**Material for this task:**

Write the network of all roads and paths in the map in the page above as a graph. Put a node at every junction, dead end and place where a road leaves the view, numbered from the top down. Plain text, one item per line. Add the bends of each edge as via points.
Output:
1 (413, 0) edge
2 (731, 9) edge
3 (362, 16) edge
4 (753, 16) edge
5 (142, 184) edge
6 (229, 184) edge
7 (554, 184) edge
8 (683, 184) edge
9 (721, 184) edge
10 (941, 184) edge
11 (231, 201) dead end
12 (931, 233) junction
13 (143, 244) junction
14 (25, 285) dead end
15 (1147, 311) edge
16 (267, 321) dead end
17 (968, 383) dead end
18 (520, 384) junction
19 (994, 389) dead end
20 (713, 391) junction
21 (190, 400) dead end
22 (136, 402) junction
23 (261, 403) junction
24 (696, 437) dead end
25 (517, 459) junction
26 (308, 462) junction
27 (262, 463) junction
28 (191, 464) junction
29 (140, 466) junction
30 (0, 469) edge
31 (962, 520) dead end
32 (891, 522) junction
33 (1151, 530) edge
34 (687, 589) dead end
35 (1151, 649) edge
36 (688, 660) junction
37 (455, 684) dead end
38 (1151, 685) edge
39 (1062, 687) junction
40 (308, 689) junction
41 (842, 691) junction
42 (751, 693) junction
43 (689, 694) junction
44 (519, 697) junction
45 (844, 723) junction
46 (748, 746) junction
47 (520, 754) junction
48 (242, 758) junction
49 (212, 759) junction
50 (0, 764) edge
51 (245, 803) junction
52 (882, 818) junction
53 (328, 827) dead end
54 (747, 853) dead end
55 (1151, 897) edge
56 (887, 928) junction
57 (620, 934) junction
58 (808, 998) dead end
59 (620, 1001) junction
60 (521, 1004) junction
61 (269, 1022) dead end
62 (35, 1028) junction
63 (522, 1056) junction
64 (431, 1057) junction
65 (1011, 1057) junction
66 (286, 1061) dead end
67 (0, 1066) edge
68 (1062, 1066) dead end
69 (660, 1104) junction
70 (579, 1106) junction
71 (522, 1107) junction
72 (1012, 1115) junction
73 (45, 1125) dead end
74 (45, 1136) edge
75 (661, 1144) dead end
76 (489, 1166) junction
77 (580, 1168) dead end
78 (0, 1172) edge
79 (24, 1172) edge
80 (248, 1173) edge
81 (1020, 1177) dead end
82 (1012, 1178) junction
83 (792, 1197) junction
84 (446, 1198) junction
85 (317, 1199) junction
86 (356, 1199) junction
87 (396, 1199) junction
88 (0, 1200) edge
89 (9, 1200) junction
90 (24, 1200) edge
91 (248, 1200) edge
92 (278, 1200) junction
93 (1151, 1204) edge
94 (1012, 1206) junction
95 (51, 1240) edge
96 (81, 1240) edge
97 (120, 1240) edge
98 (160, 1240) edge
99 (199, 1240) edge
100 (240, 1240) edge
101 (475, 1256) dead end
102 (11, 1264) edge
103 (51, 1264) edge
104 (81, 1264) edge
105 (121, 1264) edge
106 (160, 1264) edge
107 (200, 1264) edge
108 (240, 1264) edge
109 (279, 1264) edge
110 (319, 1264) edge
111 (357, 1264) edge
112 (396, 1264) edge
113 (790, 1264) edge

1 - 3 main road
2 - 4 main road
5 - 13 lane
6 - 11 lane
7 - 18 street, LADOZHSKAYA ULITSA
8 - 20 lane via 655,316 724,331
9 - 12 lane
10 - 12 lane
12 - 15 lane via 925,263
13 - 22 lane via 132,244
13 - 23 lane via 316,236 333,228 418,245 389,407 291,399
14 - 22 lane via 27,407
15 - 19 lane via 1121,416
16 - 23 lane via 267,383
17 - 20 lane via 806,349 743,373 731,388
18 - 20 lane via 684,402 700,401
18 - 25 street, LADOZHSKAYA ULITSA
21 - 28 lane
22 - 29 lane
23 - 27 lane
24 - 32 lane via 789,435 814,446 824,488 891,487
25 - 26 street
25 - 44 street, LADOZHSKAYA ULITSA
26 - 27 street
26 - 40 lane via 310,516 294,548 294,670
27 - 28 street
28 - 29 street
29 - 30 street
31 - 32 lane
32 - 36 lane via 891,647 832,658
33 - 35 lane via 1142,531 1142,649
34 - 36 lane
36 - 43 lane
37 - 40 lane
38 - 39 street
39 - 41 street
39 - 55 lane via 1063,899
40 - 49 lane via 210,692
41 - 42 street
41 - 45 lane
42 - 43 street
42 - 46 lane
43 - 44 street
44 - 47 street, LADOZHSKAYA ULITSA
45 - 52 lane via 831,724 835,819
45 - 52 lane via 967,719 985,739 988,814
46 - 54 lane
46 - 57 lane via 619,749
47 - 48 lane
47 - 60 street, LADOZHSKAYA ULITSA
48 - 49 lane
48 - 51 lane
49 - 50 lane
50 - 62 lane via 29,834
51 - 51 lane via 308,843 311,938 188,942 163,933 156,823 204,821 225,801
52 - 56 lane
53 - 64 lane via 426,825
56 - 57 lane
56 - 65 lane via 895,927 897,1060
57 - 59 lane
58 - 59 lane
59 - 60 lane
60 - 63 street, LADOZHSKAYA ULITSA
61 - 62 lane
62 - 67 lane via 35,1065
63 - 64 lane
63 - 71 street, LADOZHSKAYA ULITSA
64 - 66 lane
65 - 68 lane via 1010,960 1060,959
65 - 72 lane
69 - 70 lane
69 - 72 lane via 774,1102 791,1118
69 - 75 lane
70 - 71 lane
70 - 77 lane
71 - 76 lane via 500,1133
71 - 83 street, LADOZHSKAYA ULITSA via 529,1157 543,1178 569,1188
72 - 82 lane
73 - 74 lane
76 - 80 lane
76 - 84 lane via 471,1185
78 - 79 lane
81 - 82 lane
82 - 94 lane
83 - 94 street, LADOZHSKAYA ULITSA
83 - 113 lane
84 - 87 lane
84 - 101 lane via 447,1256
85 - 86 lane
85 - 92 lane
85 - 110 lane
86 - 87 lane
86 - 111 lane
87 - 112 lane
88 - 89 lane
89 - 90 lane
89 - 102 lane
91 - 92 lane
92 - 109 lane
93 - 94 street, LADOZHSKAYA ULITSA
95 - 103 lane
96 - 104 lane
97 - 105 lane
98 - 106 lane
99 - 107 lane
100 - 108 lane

**Your objective:**
Where does the string "ULITSA" appear in the records above? Return every line that holds it.

**Response:**
7 - 18 street, LADOZHSKAYA ULITSA
18 - 25 street, LADOZHSKAYA ULITSA
25 - 44 street, LADOZHSKAYA ULITSA
44 - 47 street, LADOZHSKAYA ULITSA
47 - 60 street, LADOZHSKAYA ULITSA
60 - 63 street, LADOZHSKAYA ULITSA
63 - 71 street, LADOZHSKAYA ULITSA
71 - 83 street, LADOZHSKAYA ULITSA via 529,1157 543,1178 569,1188
83 - 94 street, LADOZHSKAYA ULITSA
93 - 94 street, LADOZHSKAYA ULITSA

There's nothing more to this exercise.